California State Controller’s Employee Pay Tracker Grossly Understates Actual Compensation

Edward Ring

Director, Water and Energy Policy

Edward Ring
November 14, 2012

California State Controller’s Employee Pay Tracker Grossly Understates Actual Compensation

California state controller John Chiang has unveiled a website that tracks public employee pay. Unfortunately, the website provides grossly misleading information. The data compiled and summarized on this website report average wages that are literally one half to one-third the amount of total compensation actually earned by California’s state and local public servants. The impact of this will be to further obscure the reality of just how much California’s public servants really make. If you go to the state controller’s website and download the raw data spreadsheets several problems become immediately obvious:

(1) The records are not sorted by city or county, so it is impossible to look at the information – or extract the information for serious analysis – for any one city or county. Everything is mixed up.

(2) The records include columns for overtime and “other pay,” but there is ZERO data in them. Anyone who has reviewed public pay records knows that, for example, often the “other pay” is equivalent to 50% or more of the base salary, and overtime can also often equal as much as 50% or more of the base salary. The pay numbers summarized on this website are therefore grossly understated.

(3) The state controller’s reported pension contributions, on average, added up to 3.5% of city payroll and 2.9% of county payroll, which is absurdly understated. Payroll data obtained by the California Public Policy Center’s study showed that Anaheim’s pension contribution was 26% of direct pay (including overtime), and San Jose’s pension contribution was 41% of direct pay (including overtime). As a percent of total compensation, Anaheim’s pension contribution was 17%, and San Jose’s pension contribution was 26%. These amounts, far greater than what the state controller’s data suggests, are typical of California’s cities and counties, and do NOT take into account how much pension costs are going to increase once the pension funds lower their projected earnings.

(4) It is also clear from viewing the raw data that tens of thousands of part-time and temporary positions are included in the records. Including data for part-time workers dramatically distorts the averages downwards.

The casual visitor to this website will view the interactive map, click on their city or county, and see the “average wages” figure, thinking it is representative of what these employees make. But reporting wages while including part-time workers and while excluding the costs of benefits, overtime, and other pay, results in extremely understated averages. Total compensation, accounting properly for all these factors, is the only accurate way to assess how much an average worker really earns. Here is the data for three cities, comparing “average wages” as reported by the State Controller, vs. “average total compensation,” using actual payroll data obtained by the California Public Policy Center from the same three cities:

State Controller: Anaheim city worker’s “average wages” = $53,927.

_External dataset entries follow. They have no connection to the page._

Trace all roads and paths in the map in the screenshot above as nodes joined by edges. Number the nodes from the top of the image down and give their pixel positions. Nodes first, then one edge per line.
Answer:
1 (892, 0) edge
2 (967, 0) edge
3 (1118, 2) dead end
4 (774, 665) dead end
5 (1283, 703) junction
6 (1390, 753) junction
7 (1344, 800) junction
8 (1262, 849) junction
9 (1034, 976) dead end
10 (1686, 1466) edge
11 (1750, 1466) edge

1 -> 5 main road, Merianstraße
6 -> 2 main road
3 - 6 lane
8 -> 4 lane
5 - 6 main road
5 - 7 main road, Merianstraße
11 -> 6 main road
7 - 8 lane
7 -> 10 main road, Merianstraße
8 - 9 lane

Truth: Anaheim City worker’s average total compensation = $146,551.

State Controller: Costa Mesa city worker’s “average wages” = $71,379.

Truth: Costa Mesa city worker’s average total compensation = $146,863.

State Controller: San Jose city worker’s “average wages” = $61,308.

Truth: San Jose city worker’s average total compensation” = $149,907.

The state controller’s “average wages” disclosures can be viewed here:

http://publicpay.ca.gov/Reports/Cities/Cities.aspx

The California Public Policy Center’s studies on total compensation, including actual downloadable spreadsheets provided by these three cities, can be found here:

http://www.californiapublicpolicycenter.org/cppc-studies/

Merely averaging base wages paid, without including the costs for overtime, “other pay,” and employer paid benefits, is not an accurate measurement of how much someone makes. And the much higher total compensation figures reported by the CPPC still do not take into account what’s going to happen to required pension fund contributions when CalPERS and their counterparts finally abandon the fraudulently optimistic projection of 7.5% annual returns on the pension funds. As it is, the state controller has, for example, mislead viewers into thinking the average worker for the City of Anaheim only makes $53,927 per year, when in reality the average worker for the City of Anaheim makes $146,551 per year in total compensation. This is shameful deception.

The fact that the State Controller has gone to this much trouble to produce an overwhelming mass of data that, in fact, understates the amount our public servants make by at least a factor of 2x, undermines the credibility of the office, to put it mildly.